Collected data
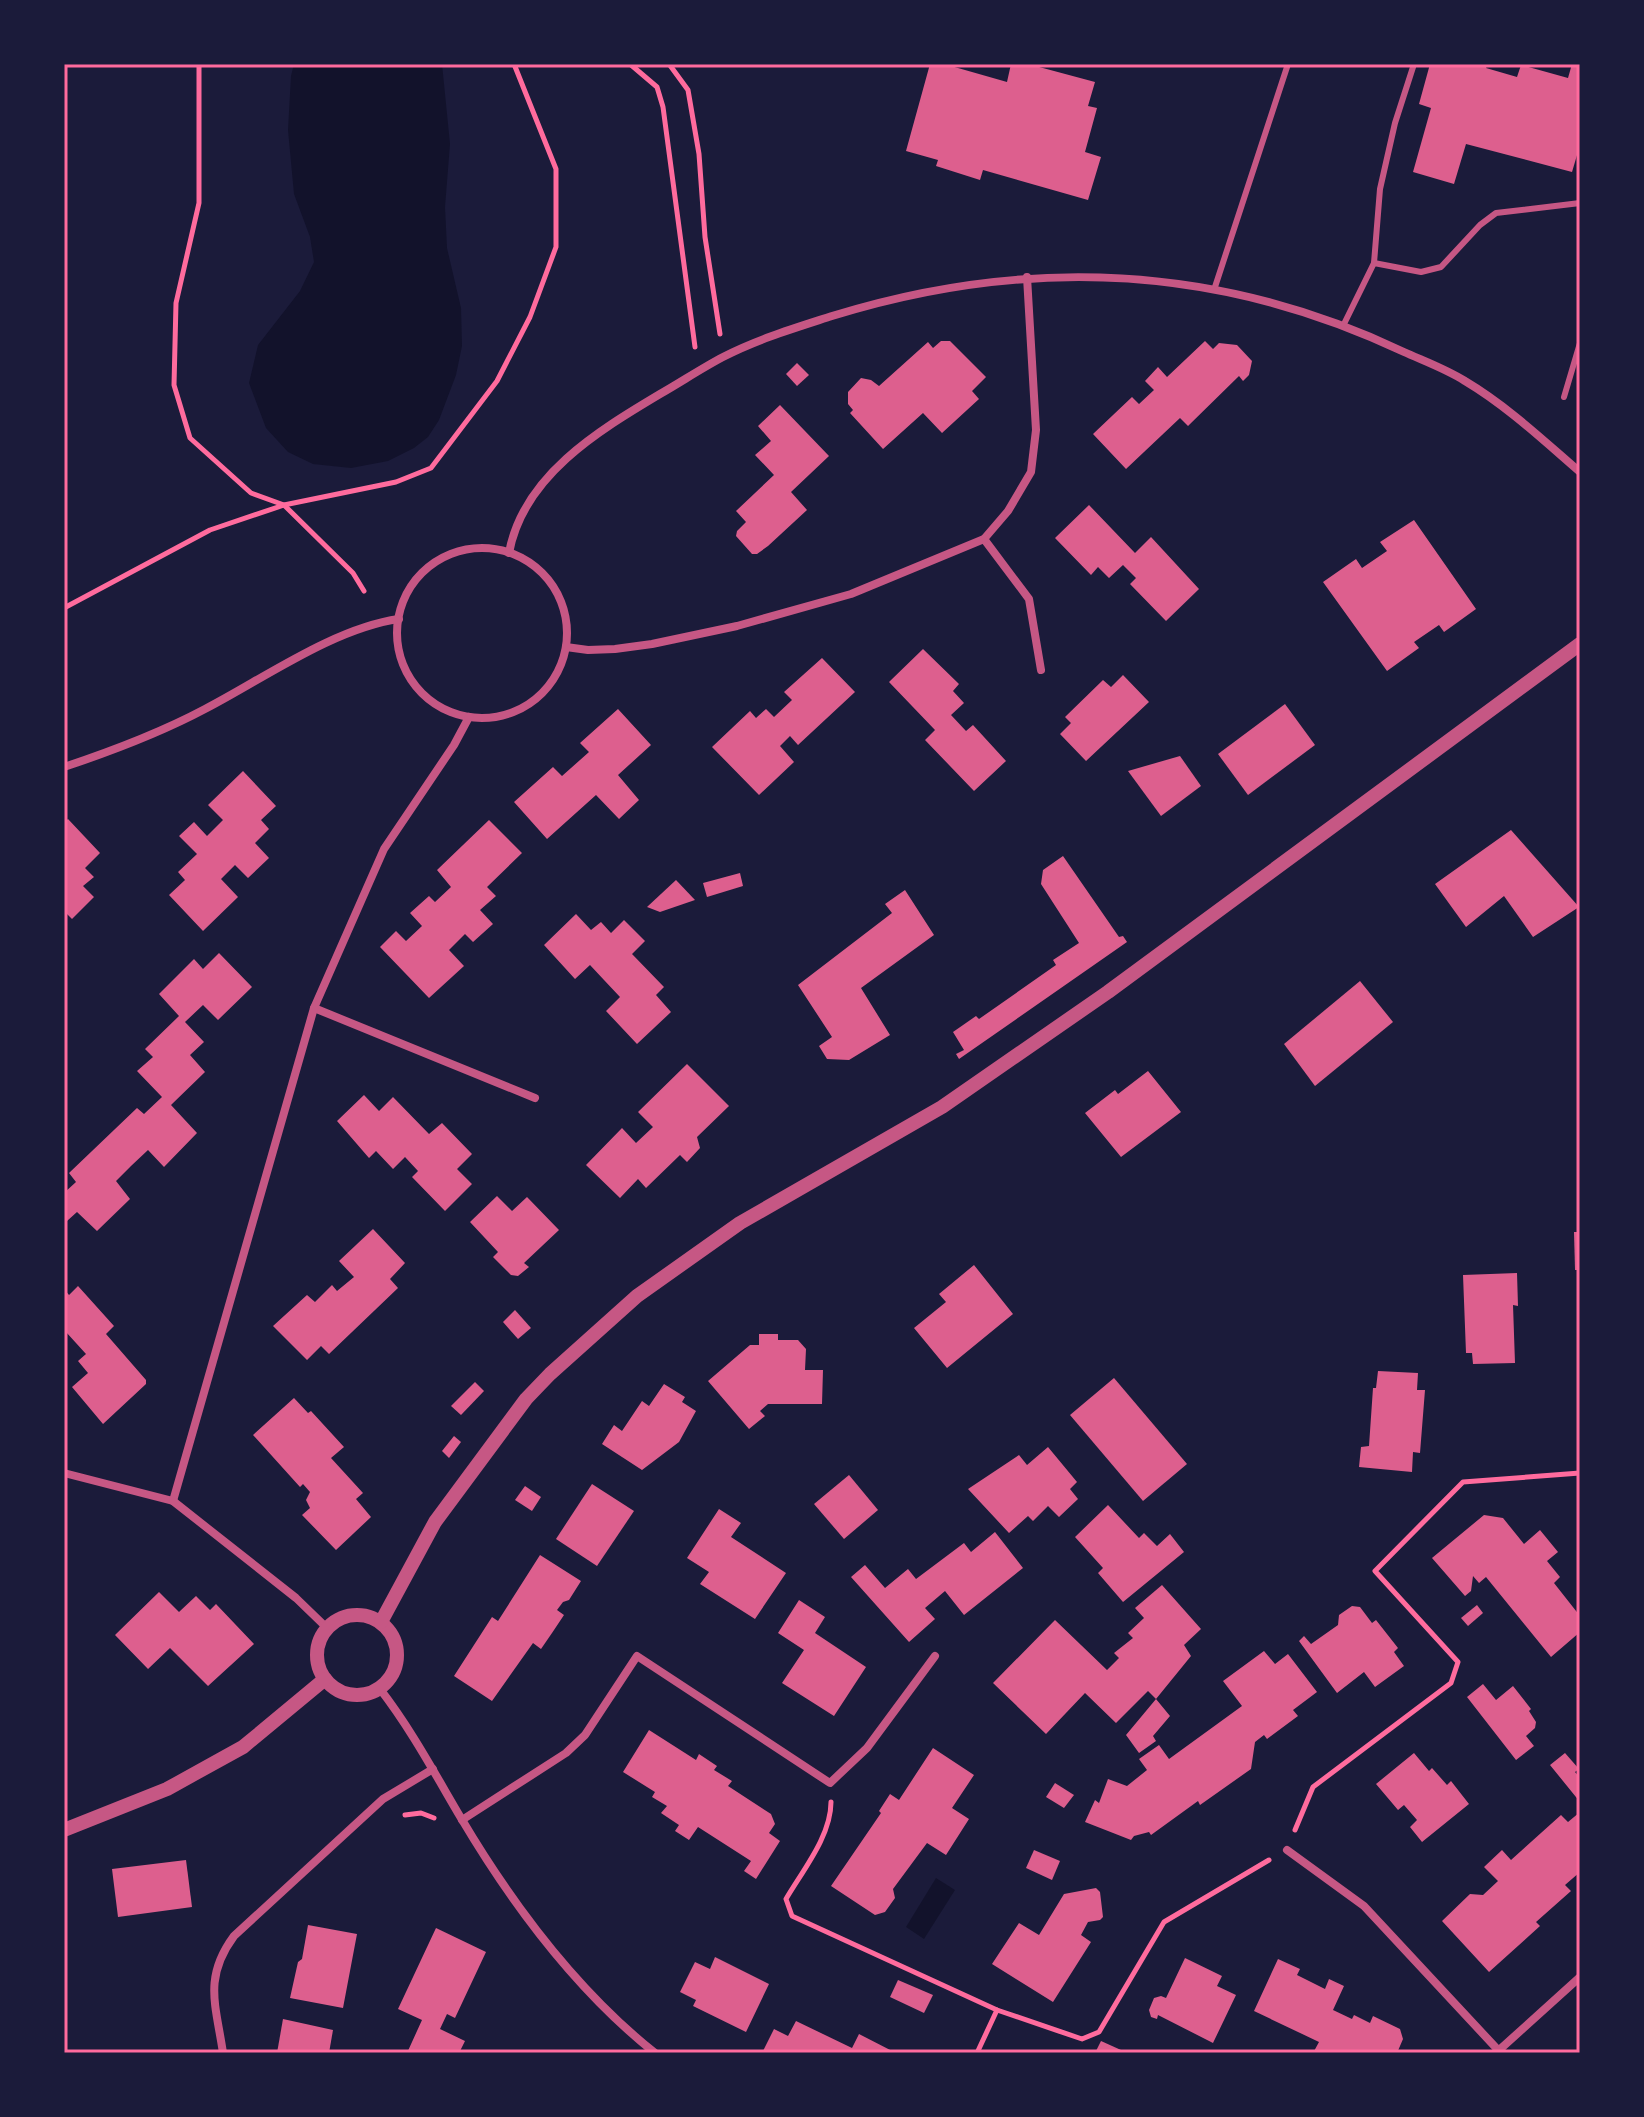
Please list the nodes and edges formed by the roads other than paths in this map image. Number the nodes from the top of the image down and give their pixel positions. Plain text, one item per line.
1 (1288, 64) edge
2 (1414, 64) edge
3 (1580, 203) edge
4 (1374, 263) junction
5 (1027, 277) junction
6 (1214, 290) junction
7 (1343, 326) junction
8 (1580, 343) edge
9 (1564, 397) dead end
10 (1580, 472) edge
11 (984, 539) junction
12 (509, 553) junction
13 (399, 619) junction
14 (1580, 644) edge
15 (566, 647) junction
16 (1041, 670) dead end
17 (469, 717) junction
18 (64, 767) edge
19 (314, 1008) junction
20 (535, 1098) dead end
21 (64, 1473) edge
22 (173, 1501) junction
23 (381, 1622) junction
24 (327, 1628) junction
25 (935, 1656) dead end
26 (325, 1679) junction
27 (380, 1689) junction
28 (433, 1769) junction
29 (462, 1820) junction
30 (64, 1830) edge
31 (1287, 1850) road end
32 (1580, 1977) edge
33 (1498, 2052) edge
34 (223, 2053) edge
35 (655, 2053) edge

1 - 6 lane
2 - 4 lane
3 - 4 lane
4 - 7 lane
5 - 6 street
5 - 11 street
5 - 12 street
6 - 7 street
7 - 10 street
8 - 9 lane
11 - 15 street
11 - 16 street
12 - 13 street
12 - 15 street
13 - 17 street
13 - 18 street
14 - 23 street
15 - 17 street
17 - 19 street
19 - 20 street
19 - 22 street
21 - 22 street
22 - 24 street
23 - 24 street
23 - 27 street
24 - 26 street
25 - 29 street
26 - 27 street
26 - 30 street
27 - 28 street
28 - 29 street
28 - 34 street
29 - 35 street
31 - 33 street
32 - 33 street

EXERCISE OBJECTIVE. The answer must be every line from the records above that contains "lane".

FINISHED TASK.
1 - 6 lane
2 - 4 lane
3 - 4 lane
4 - 7 lane
8 - 9 lane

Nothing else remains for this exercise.